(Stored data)
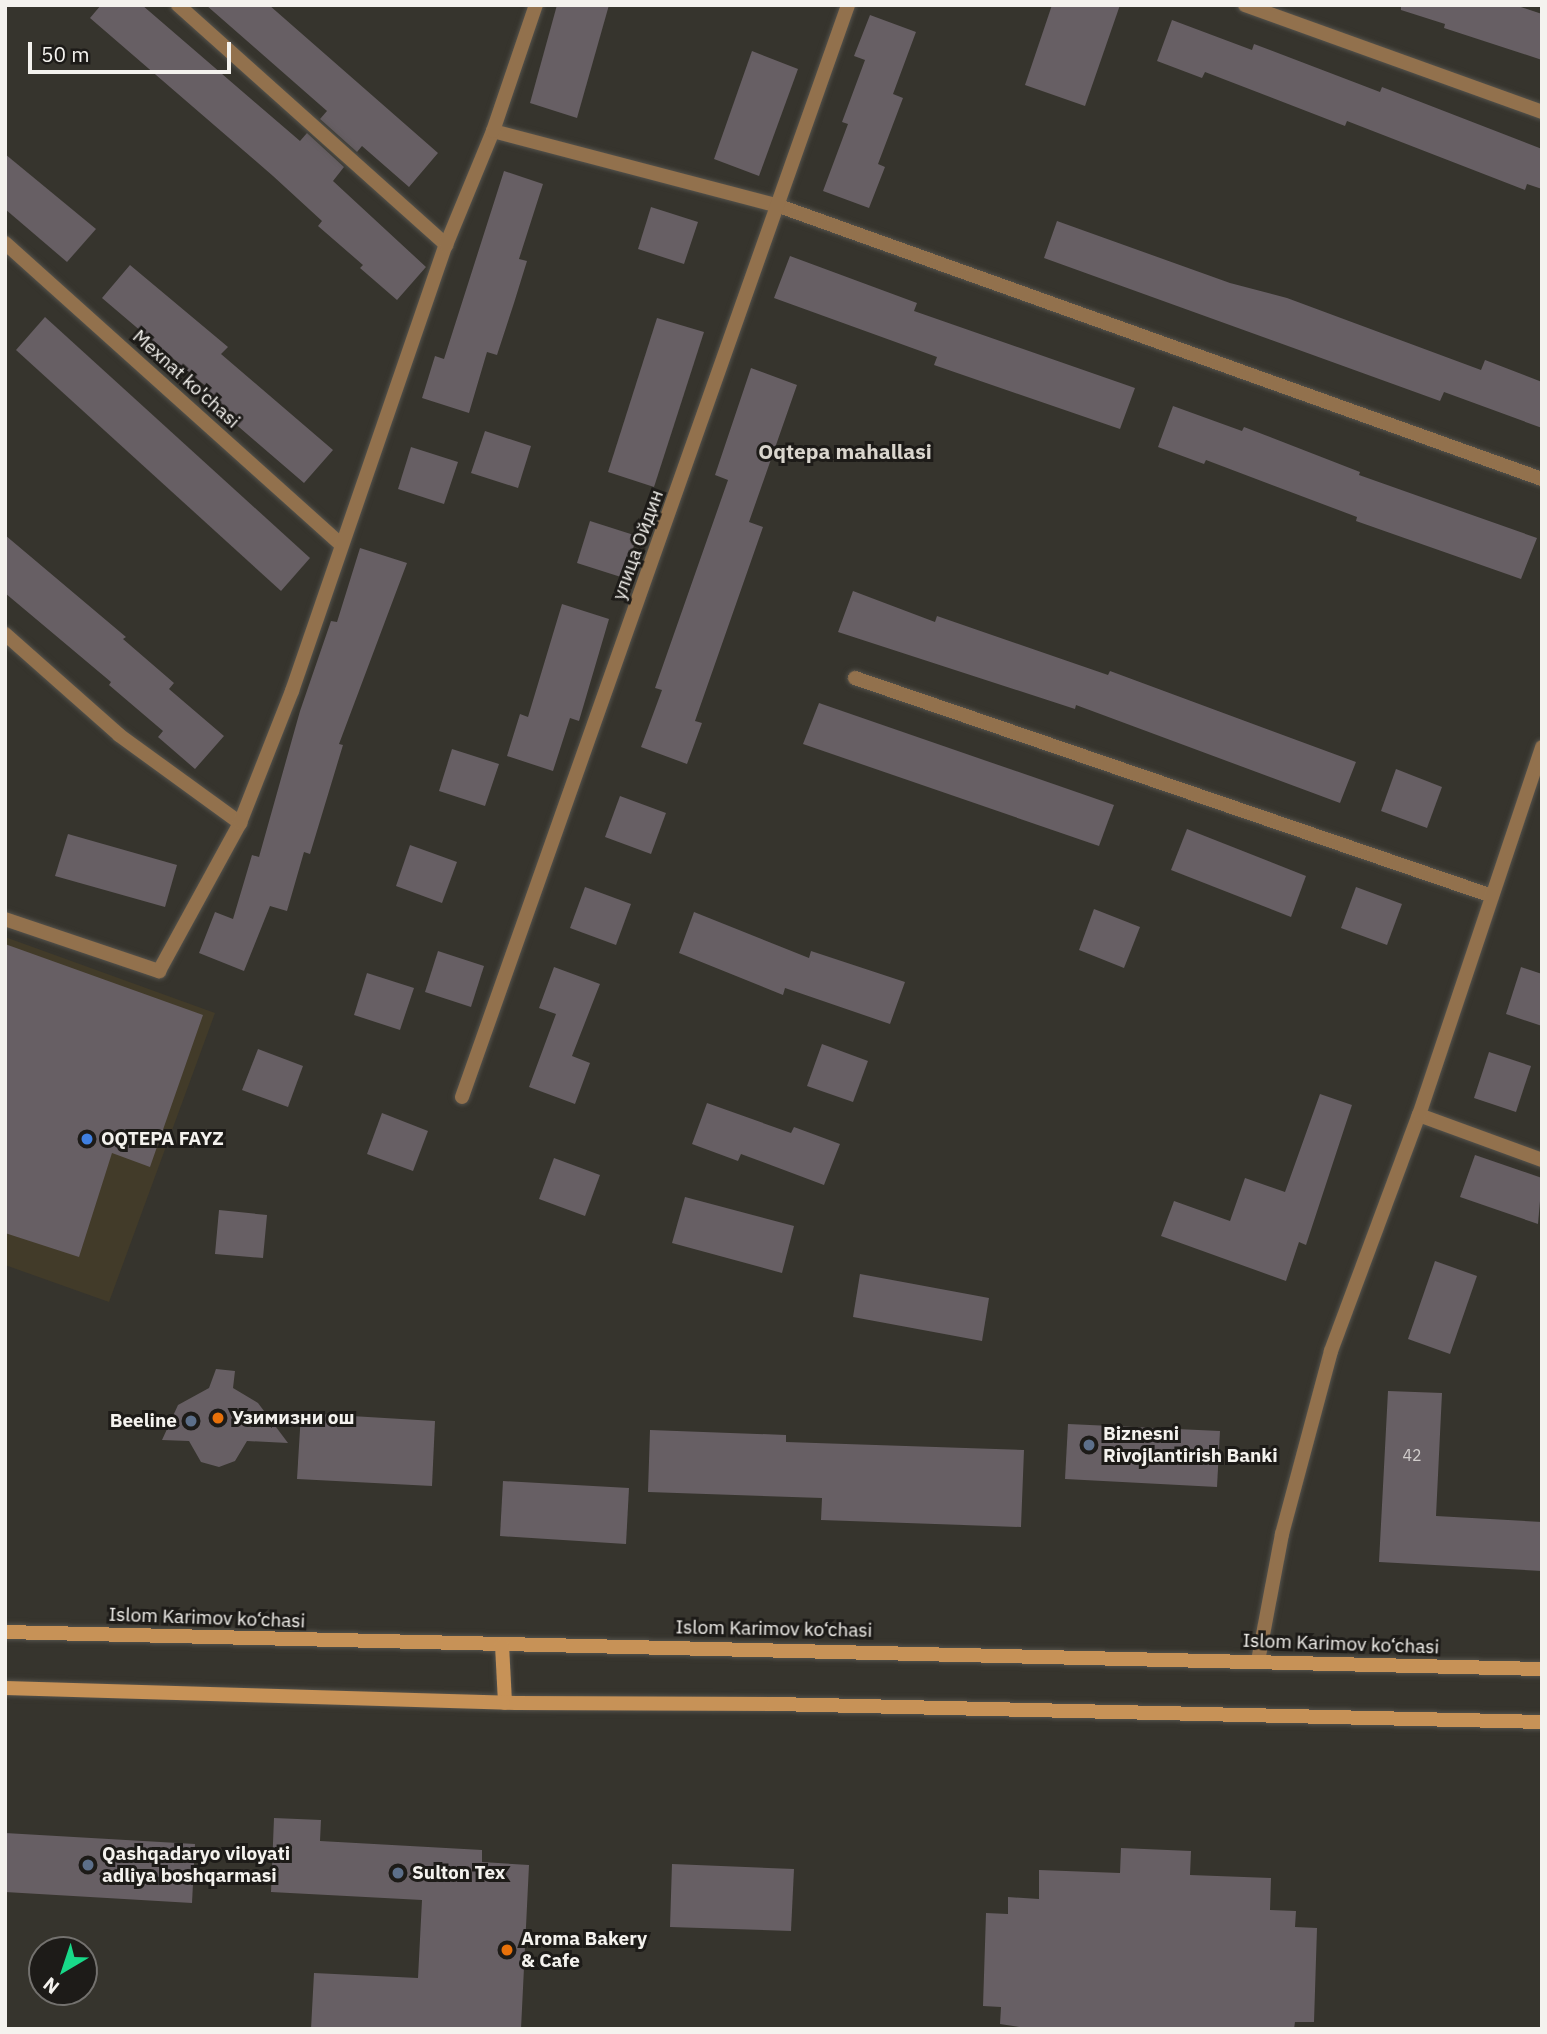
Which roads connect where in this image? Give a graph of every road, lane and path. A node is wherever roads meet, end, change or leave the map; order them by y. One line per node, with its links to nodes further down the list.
1 (178, 5): 9 (street)
2 (536, 5): 6 (street)
3 (848, 5): 7 (street, улица Ойдин)
4 (1245, 5): 5 (street)
5 (1542, 112)
6 (493, 131): 7 (street); 9 (street)
7 (779, 206): 10 (street); 18 (street, улица Ойдин)
8 (5, 243): 11 (street, Mexnat ko'chasi)
9 (446, 245): 11 (street)
10 (1542, 480)
11 (340, 544): 15 (street)
12 (5, 634): 15 (street)
13 (855, 678): 16 (street)
14 (1542, 747): 16 (street)
15 (240, 823): 17 (street)
16 (1489, 895): 19 (street)
17 (5, 919)
18 (462, 1097)
19 (1419, 1115): 20 (street); 23 (street)
20 (1542, 1160)
21 (5, 1632): 22 (main road, Islom Karimov ko‘chasi)
22 (502, 1645): 23 (main road, Islom Karimov ko‘chasi); 26 (main road)
23 (1258, 1661): 24 (main road, Islom Karimov ko‘chasi)
24 (1542, 1670)
25 (5, 1688): 26 (main road)
26 (505, 1703): 27 (main road)
27 (1542, 1722)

→ **ASSIGNMENT**: A word-for-word copy of the entries above is needed, with every picture dropped.

→ **THE COMPLETED TASK**:
Which roads connect where in this image? Give a graph of every road, lane and path. A node is wherever roads meet, end, change or leave the map; order them by y. One line per node, with its links to nodes further down the list.
1 (178, 5): 9 (street)
2 (536, 5): 6 (street)
3 (848, 5): 7 (street, улица Ойдин)
4 (1245, 5): 5 (street)
5 (1542, 112)
6 (493, 131): 7 (street); 9 (street)
7 (779, 206): 10 (street); 18 (street, улица Ойдин)
8 (5, 243): 11 (street, Mexnat ko'chasi)
9 (446, 245): 11 (street)
10 (1542, 480)
11 (340, 544): 15 (street)
12 (5, 634): 15 (street)
13 (855, 678): 16 (street)
14 (1542, 747): 16 (street)
15 (240, 823): 17 (street)
16 (1489, 895): 19 (street)
17 (5, 919)
18 (462, 1097)
19 (1419, 1115): 20 (street); 23 (street)
20 (1542, 1160)
21 (5, 1632): 22 (main road, Islom Karimov ko‘chasi)
22 (502, 1645): 23 (main road, Islom Karimov ko‘chasi); 26 (main road)
23 (1258, 1661): 24 (main road, Islom Karimov ko‘chasi)
24 (1542, 1670)
25 (5, 1688): 26 (main road)
26 (505, 1703): 27 (main road)
27 (1542, 1722)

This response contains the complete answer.